En parallèle de cet accompagnement collectif, chaque jeune est suivi par un travailleur social et peut solliciter un entretien individuel avec la psychologue et la référente santé du dispositif.

Les parents quant à eux, sont associés à l’accompagnement tout au long du parcours du jeune : ils sont amenés à rencontrer les intervenants socio-éducatifs dans leur quartier et sont conviés aux entretiens avec les travailleurs sociaux qui peuvent également organiser des visites à domicile pour renforcer le lien avec les familles. L’engagement des parents est essentiel pour favoriser la (re)mobilisation scolaire des jeunes. C’est pourquoi nous avons décidé en 2023 de renforcer nos actions autour de la parentalité en créant un poste de référente parentalité pour organiser des ateliers collectifs à destination des parents pour les renforcer dans leur rôle d’éducateurs.

Q – Ce dispositif a été cofinancé par le Fonds social européen. Aurait-il pu voir le jour sans cet apport financier ?

M’Sayidié n’aurait pas pu voir le jour sans le cofinancement du Fonds social européen qui représente aujourd’hui plus de 60% des ressources du dispositif. Le soutien de l’Union européenne est donc essentiel pour le maintien de nos activités.

Q – La gestion d’une subvention européenne par le porteur de projet est réputée parfois complexe, notamment parce qu’elle intervient a posteriori, donc après la certification des dépenses. Ceci suppose de disposer d’un plan de financement solide et d’une organisation administrative interne très structurée. Quel conseil donneriez-vous à un porteur de projet social pour faire face à ces enjeux importants ?

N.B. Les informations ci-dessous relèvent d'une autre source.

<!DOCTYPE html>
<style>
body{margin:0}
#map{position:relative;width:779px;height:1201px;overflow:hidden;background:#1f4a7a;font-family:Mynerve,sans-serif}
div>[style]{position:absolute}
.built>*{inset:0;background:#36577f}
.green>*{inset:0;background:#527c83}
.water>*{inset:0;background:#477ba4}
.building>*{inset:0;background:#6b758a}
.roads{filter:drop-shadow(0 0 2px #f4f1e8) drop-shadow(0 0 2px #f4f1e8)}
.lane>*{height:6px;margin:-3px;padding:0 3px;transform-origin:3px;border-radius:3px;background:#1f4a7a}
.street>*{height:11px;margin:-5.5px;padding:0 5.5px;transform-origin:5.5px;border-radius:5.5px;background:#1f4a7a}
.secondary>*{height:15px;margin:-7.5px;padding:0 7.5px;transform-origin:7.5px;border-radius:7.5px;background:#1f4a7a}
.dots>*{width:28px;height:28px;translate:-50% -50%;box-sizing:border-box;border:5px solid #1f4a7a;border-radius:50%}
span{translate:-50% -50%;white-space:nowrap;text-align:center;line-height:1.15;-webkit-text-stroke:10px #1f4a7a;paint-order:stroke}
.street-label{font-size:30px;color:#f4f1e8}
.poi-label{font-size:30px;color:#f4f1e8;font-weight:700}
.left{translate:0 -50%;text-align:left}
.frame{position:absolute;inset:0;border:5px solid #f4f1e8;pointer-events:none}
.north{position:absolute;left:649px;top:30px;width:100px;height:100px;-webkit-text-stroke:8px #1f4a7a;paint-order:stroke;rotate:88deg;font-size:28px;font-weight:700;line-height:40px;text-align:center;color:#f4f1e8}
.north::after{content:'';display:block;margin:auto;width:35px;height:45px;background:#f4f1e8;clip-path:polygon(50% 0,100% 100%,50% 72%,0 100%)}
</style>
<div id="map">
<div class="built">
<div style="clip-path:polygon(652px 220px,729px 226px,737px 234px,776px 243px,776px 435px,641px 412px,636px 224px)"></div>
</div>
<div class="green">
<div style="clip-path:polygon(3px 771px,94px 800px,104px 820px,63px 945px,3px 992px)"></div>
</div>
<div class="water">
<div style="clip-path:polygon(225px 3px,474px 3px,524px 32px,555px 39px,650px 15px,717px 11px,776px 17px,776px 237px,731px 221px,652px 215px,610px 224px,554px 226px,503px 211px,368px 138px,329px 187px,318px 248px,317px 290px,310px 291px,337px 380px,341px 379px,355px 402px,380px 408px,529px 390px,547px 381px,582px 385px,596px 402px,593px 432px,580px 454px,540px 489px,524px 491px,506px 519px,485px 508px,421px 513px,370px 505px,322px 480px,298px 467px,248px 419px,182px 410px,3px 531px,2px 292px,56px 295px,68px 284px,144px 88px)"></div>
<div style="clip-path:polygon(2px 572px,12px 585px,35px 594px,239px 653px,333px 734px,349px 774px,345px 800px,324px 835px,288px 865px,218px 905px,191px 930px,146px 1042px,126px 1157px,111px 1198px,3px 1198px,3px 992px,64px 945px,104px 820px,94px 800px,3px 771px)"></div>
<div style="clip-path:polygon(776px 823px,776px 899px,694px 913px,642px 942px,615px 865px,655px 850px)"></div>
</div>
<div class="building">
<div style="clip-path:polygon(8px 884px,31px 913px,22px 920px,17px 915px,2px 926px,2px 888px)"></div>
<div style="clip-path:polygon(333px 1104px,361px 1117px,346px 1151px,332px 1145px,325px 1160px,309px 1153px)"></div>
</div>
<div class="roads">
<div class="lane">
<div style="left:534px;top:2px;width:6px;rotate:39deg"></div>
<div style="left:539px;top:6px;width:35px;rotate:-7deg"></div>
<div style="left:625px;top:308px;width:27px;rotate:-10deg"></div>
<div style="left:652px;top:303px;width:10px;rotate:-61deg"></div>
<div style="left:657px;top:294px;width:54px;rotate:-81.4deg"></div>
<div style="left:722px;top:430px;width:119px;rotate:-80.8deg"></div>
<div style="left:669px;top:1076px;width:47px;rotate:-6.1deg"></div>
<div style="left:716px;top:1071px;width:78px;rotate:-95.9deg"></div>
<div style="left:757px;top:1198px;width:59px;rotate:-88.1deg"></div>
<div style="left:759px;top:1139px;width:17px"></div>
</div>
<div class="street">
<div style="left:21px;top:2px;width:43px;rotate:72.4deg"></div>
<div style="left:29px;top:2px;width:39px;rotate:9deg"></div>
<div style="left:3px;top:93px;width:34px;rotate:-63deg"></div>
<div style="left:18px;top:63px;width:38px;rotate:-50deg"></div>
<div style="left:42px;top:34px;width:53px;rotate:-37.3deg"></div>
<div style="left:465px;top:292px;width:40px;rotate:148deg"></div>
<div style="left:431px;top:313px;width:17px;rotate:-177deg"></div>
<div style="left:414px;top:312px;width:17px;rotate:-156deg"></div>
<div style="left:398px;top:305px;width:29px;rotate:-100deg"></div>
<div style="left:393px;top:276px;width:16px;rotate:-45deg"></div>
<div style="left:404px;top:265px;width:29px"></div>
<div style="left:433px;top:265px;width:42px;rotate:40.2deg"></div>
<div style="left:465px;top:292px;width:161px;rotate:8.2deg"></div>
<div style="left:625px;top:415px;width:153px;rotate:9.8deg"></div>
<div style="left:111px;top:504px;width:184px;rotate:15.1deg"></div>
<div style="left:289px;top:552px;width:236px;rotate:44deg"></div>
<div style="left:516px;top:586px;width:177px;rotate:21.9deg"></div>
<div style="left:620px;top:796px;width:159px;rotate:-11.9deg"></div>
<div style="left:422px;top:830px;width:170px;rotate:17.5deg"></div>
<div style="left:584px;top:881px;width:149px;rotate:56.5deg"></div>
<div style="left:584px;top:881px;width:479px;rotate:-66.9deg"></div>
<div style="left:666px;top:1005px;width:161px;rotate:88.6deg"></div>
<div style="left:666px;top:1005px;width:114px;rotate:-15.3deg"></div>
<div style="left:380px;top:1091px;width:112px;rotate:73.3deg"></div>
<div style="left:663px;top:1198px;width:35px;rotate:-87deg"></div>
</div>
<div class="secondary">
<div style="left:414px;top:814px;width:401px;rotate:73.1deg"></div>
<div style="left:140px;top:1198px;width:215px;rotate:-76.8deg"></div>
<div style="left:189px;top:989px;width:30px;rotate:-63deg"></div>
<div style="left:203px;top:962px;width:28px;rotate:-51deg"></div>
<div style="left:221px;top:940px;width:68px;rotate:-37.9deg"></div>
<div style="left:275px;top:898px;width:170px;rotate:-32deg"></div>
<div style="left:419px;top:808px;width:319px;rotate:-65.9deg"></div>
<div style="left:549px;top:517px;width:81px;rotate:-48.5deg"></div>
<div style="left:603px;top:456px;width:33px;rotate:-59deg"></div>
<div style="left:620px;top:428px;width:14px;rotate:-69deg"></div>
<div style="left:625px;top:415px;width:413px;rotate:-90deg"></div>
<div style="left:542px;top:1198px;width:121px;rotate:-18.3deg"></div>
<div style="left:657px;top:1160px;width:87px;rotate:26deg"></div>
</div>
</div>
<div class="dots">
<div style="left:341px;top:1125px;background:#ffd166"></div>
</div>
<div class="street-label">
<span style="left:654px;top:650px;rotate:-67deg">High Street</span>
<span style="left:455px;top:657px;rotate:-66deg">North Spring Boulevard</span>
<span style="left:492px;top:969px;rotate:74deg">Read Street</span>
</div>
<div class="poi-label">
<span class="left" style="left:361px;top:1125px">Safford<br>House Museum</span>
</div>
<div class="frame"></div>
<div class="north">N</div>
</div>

Le suivi du Fonds social européen est en effet très exigeant, et je pense qu’il est important d’être transparent sur les moyens nécessaires pour y répondre correctement. Dans notre association, nous mobilisons une équipe administrative de quatre personnes à plein temps et sur site, dédiées au suivi des dossiers des bénéficiaires et des dépenses de M’Sayidié, en lien étroit avec nos services RH et finances. Nous nous appuyons également sur un cabinet de conseil externe pour le montage de la demande FSE, le suivi opérationnel et la préparation du bilan. Par ailleurs, deux personnes sont spécifiquement en charge de la recherche de cofinancements publics et privés, car le FSE ne finance jamais l’intégralité d’un projet.

Cet investissement en ressources humaines représente naturellement un coût important qu’il faut bien anticiper. Je précise que ces postes administratifs ne peuvent pas être financés par le FSE lui-même, puisque ces personnes ne sont pas en lien direct avec les bénéficiaires finaux du projet. C’est une réalité que tout porteur de projet doit intégrer dès le départ.

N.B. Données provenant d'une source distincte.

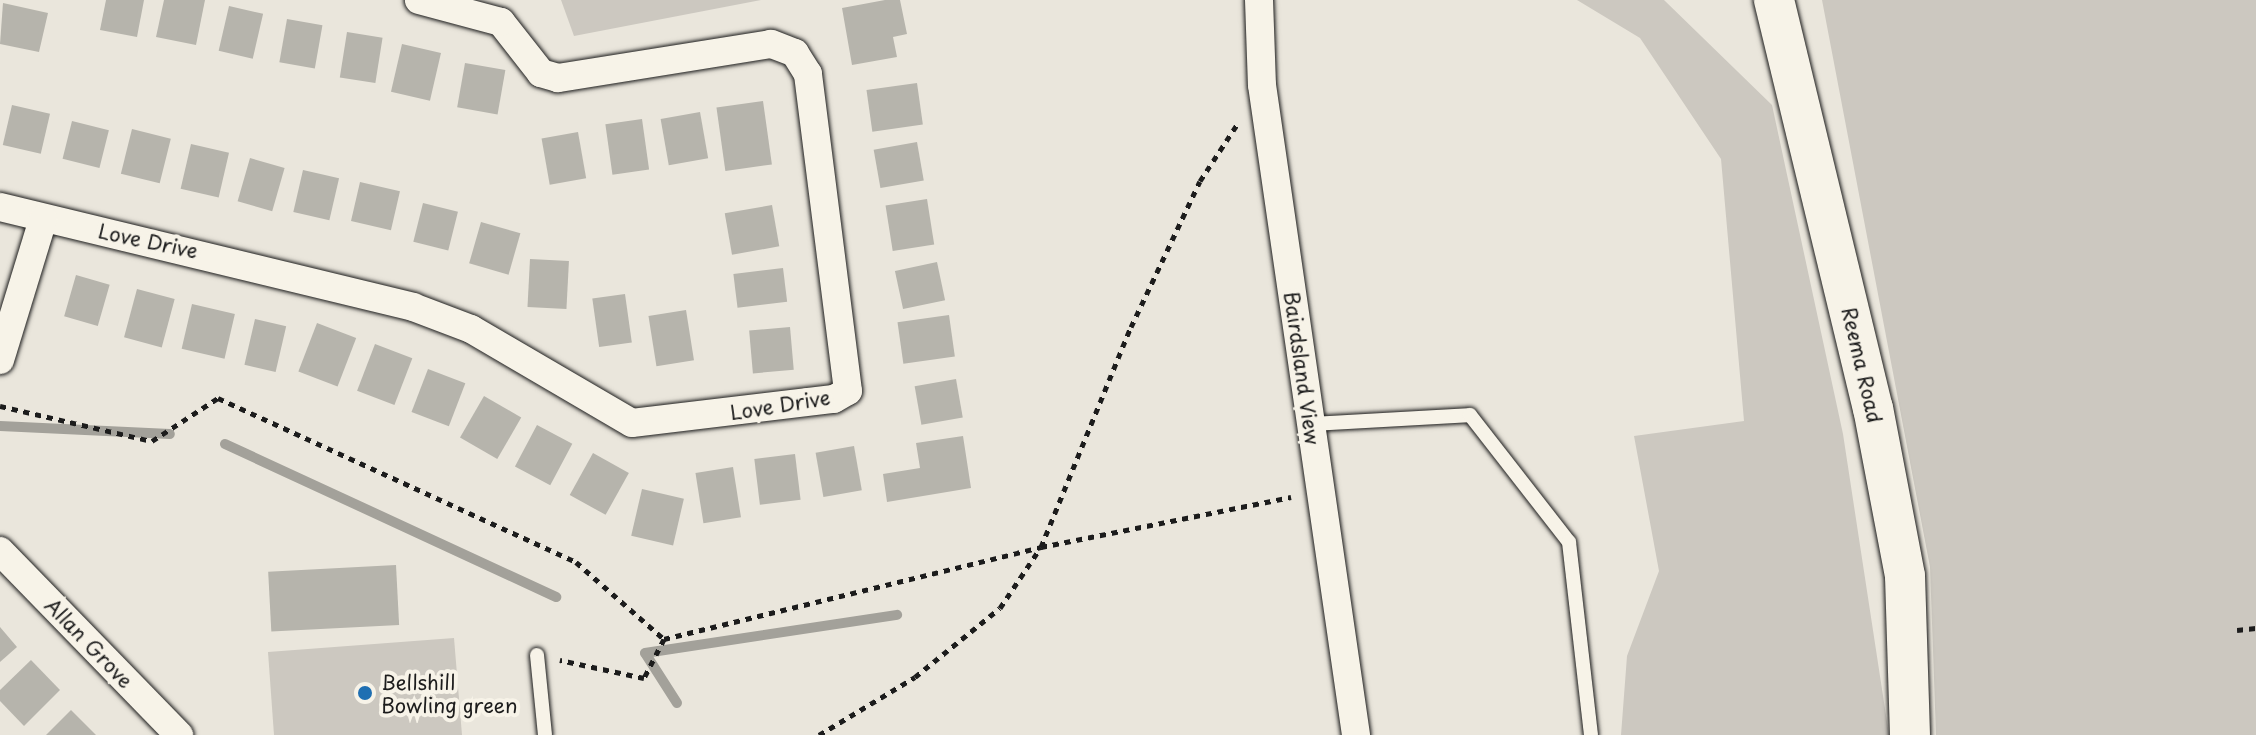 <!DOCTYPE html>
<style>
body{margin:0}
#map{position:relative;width:2256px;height:735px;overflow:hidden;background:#eae6dc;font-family:"Playpen Sans",sans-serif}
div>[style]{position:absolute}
.green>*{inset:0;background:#ccc8c0}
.stream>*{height:10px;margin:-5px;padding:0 5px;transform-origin:5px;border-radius:5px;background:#a3a19a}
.building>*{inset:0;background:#b6b4ac;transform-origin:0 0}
.path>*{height:5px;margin-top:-2.5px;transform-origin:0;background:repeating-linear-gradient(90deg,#1c1c1c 0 6px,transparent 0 12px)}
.roads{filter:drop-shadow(0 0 2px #1c1c1c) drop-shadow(0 0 2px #1c1c1c)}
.lane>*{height:14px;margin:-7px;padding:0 7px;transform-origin:7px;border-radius:7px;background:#f7f3e8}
.street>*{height:28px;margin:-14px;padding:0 14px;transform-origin:14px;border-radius:14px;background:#f7f3e8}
.secondary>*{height:40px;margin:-20px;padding:0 20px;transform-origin:20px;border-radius:20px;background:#f7f3e8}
.dots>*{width:22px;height:22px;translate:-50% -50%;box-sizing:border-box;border:4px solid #f7f3e8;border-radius:50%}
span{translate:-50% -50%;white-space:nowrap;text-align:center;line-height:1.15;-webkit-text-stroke:8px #f7f3e8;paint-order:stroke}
.street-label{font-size:20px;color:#1c1c1c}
.poi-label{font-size:20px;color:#1c1c1c}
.left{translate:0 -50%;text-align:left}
</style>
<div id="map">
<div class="green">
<i style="clip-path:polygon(561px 0,761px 0,574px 36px)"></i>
<i style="clip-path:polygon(1577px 0,1664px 0,1772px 105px,1843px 434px,1889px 735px,1621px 735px,1627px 656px,1659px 571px,1634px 436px,1744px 421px,1721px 159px,1640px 38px)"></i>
<i style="clip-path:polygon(1822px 0,2256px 0,2256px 735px,1936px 735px,1930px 567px)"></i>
<i style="clip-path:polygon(454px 638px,462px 735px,274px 735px,268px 652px)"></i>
</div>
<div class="stream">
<i style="left:0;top:426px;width:170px;rotate:2.7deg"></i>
<i style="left:225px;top:444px;width:365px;rotate:24.8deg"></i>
<i style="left:677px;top:703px;width:59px;rotate:-122.6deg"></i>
<i style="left:645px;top:653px;width:255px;rotate:-8.6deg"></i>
</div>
<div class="building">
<i style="clip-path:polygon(106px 0,144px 0,137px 37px,100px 30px)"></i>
<i style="clip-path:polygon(164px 0,205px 0,196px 45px,156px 37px)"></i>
<i style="clip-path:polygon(885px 0,900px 0,907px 34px,893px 37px,897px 57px,852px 65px,842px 8px)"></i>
<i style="clip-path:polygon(3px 3px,48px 13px,39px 52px,0 44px)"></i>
<i style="left:229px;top:6px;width:35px;height:46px;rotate:13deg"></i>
<i style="left:287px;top:19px;width:36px;height:44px;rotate:10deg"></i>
<i style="left:347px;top:32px;width:36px;height:46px;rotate:9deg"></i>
<i style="left:402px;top:44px;width:40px;height:49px;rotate:13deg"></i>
<i style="left:465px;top:63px;width:41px;height:45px;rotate:10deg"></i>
<i style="left:917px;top:83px;width:42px;height:51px;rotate:82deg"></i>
<i style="left:763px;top:101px;width:64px;height:47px;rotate:82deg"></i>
<i style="left:12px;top:105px;width:39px;height:41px;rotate:13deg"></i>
<i style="left:700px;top:112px;width:47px;height:40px;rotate:80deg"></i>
<i style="left:642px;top:119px;width:51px;height:37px;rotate:82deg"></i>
<i style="left:72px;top:121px;width:38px;height:39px;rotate:14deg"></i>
<i style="left:132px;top:129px;width:40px;height:46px;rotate:14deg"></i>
<i style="left:578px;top:132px;width:47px;height:37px;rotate:80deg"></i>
<i style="left:917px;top:142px;width:39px;height:44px;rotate:80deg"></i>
<i style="left:191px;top:144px;width:39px;height:46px;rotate:13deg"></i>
<i style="left:250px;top:158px;width:36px;height:45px;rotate:16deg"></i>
<i style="left:303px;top:170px;width:37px;height:43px;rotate:13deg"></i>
<i style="left:360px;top:182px;width:41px;height:40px;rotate:13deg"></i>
<i style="left:927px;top:199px;width:46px;height:42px;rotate:81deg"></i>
<i style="left:423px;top:203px;width:36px;height:40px;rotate:14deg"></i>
<i style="left:772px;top:205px;width:42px;height:48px;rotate:80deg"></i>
<i style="left:481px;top:222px;width:41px;height:43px;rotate:16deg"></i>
<i style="left:530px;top:259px;width:39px;height:48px;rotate:3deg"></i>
<i style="left:937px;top:262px;width:39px;height:43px;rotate:78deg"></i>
<i style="left:783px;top:268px;width:34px;height:50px;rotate:83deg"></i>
<i style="left:76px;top:275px;width:35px;height:43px;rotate:16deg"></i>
<i style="left:137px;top:289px;width:39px;height:50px;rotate:15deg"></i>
<i style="left:625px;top:294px;width:49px;height:33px;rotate:82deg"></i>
<i style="left:192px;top:304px;width:44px;height:46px;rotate:13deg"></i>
<i style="left:686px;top:310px;width:51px;height:38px;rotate:81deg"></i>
<i style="left:949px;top:315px;width:42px;height:52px;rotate:82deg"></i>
<i style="left:255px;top:319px;width:32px;height:47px;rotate:13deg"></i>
<i style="left:317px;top:323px;width:42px;height:52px;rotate:21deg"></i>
<i style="left:790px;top:327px;width:43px;height:41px;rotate:85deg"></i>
<i style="left:375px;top:344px;width:40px;height:50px;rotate:21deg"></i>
<i style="left:428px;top:369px;width:40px;height:46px;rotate:21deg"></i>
<i style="left:956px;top:379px;width:39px;height:42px;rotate:80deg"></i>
<i style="left:484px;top:396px;width:43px;height:48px;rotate:30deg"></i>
<i style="left:537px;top:425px;width:40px;height:47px;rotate:28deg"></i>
<i style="clip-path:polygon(963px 436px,971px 488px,887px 502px,883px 474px,920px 468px,916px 443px)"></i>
<i style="left:854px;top:446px;width:45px;height:39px;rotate:80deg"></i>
<i style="left:593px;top:453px;width:41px;height:48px;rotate:29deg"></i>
<i style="left:795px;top:454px;width:46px;height:41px;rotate:83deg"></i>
<i style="left:733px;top:467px;width:51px;height:38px;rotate:81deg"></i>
<i style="left:642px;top:489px;width:43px;height:48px;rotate:13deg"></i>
<i style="left:396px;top:565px;width:60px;height:128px;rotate:87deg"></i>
<i style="clip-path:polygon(0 627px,17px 647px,0 662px)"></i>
<i style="clip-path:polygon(31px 660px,60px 690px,24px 726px,0 701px,0 690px)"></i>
<i style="clip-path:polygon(71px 710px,96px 735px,46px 735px)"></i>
</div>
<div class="path">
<i style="left:0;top:406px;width:156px;rotate:13deg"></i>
<i style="left:152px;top:441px;width:79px;rotate:-33.1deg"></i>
<i style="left:218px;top:398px;width:394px;rotate:24.6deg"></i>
<i style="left:576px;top:562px;width:117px;rotate:41.2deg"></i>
<i style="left:664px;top:639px;width:44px;rotate:117.1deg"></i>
<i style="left:644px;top:678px;width:86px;rotate:-167.9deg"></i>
<i style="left:2237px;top:630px;width:19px;rotate:-6deg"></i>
<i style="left:664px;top:639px;width:388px;rotate:-13.7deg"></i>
<i style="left:1041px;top:547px;width:255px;rotate:-11.3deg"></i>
<i style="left:819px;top:735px;width:112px;rotate:-31.1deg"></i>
<i style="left:915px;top:677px;width:109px;rotate:-39.1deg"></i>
<i style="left:1000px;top:608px;width:73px;rotate:-56.1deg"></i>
<i style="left:1041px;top:547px;width:238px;rotate:-67.8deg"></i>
<i style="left:1131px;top:327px;width:161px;rotate:-64.7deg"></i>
<i style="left:1200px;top:181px;width:69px;rotate:-56.8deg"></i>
</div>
<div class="roads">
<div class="lane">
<i style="left:1310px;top:424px;width:160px;rotate:-3.2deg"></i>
<i style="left:1470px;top:415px;width:161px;rotate:52.1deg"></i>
<i style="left:1569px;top:542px;width:194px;rotate:83.5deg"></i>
<i style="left:537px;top:655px;width:80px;rotate:84.3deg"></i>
</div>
<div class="street">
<i style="left:1259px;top:0;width:85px;rotate:88deg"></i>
<i style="left:1262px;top:85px;width:657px;rotate:81.77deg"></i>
<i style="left:0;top:207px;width:425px;rotate:13.6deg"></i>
<i style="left:413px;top:307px;width:62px;rotate:20.8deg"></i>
<i style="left:471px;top:329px;width:186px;rotate:30.3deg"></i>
<i style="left:632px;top:423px;width:203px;rotate:-6.8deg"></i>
<i style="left:834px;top:399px;width:16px;rotate:-30deg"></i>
<i style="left:848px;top:391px;width:320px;rotate:-97.2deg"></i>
<i style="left:808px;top:74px;width:25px;rotate:-122deg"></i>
<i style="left:795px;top:53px;width:26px;rotate:-159deg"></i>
<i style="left:771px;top:44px;width:216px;rotate:170.9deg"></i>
<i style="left:558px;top:78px;width:18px;rotate:-164deg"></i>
<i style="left:541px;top:73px;width:65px;rotate:-128.1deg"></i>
<i style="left:501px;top:22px;width:85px;rotate:-165deg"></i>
<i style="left:0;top:360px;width:147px;rotate:-73deg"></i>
<i style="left:0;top:551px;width:257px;rotate:45.8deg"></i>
</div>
<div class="secondary">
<i style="left:1774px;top:0;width:420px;rotate:76.4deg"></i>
<i style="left:1873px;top:408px;width:171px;rotate:79.2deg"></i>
<i style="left:1905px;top:576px;width:159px;rotate:88.2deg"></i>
</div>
</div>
<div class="dots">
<i style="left:365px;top:693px;background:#1f6fb2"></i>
</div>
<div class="street-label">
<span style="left:148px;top:241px;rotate:12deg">Love Drive</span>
<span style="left:1862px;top:365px;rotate:77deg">Reema Road</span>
<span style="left:1302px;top:368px;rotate:82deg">Bairdsland View</span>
<span style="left:780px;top:405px;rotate:-9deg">Love Drive</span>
<span style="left:89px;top:643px;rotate:46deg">Allan Grove</span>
</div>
<div class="poi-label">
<span class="left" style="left:381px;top:694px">Bellshill<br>Bowling green</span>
</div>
</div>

L’autre enjeu majeur concerne la trésorerie. Le remboursement des dépenses se faisant a posteriori, il faut absolument pouvoir avancer les fonds. Dans notre cas, nous avons la chance de bénéficier du soutien de la Fondation Apprentis d’Auteuil qui a accepté d’avancer la trésorerie nécessaire. Sans cette capacité de préfinancement, le projet n’aurait tout simplement pas pu démarrer.

Ainsi, mon conseil principal à un porteur de projet social serait le suivant : avant de vous engager dans une demande FSE, évaluez précisément vos capacités administratives et votre solidité financière. Le FSE est une formidable opportunité, mais elle exige des moyens de gestion conséquents et une trésorerie solide ou des partenaires capables de la soutenir.

[1] Le centre académique pour la scolarisation des enfants allophones nouvellement arrivés et des enfants issus de familles itinérantes et de voyageurs.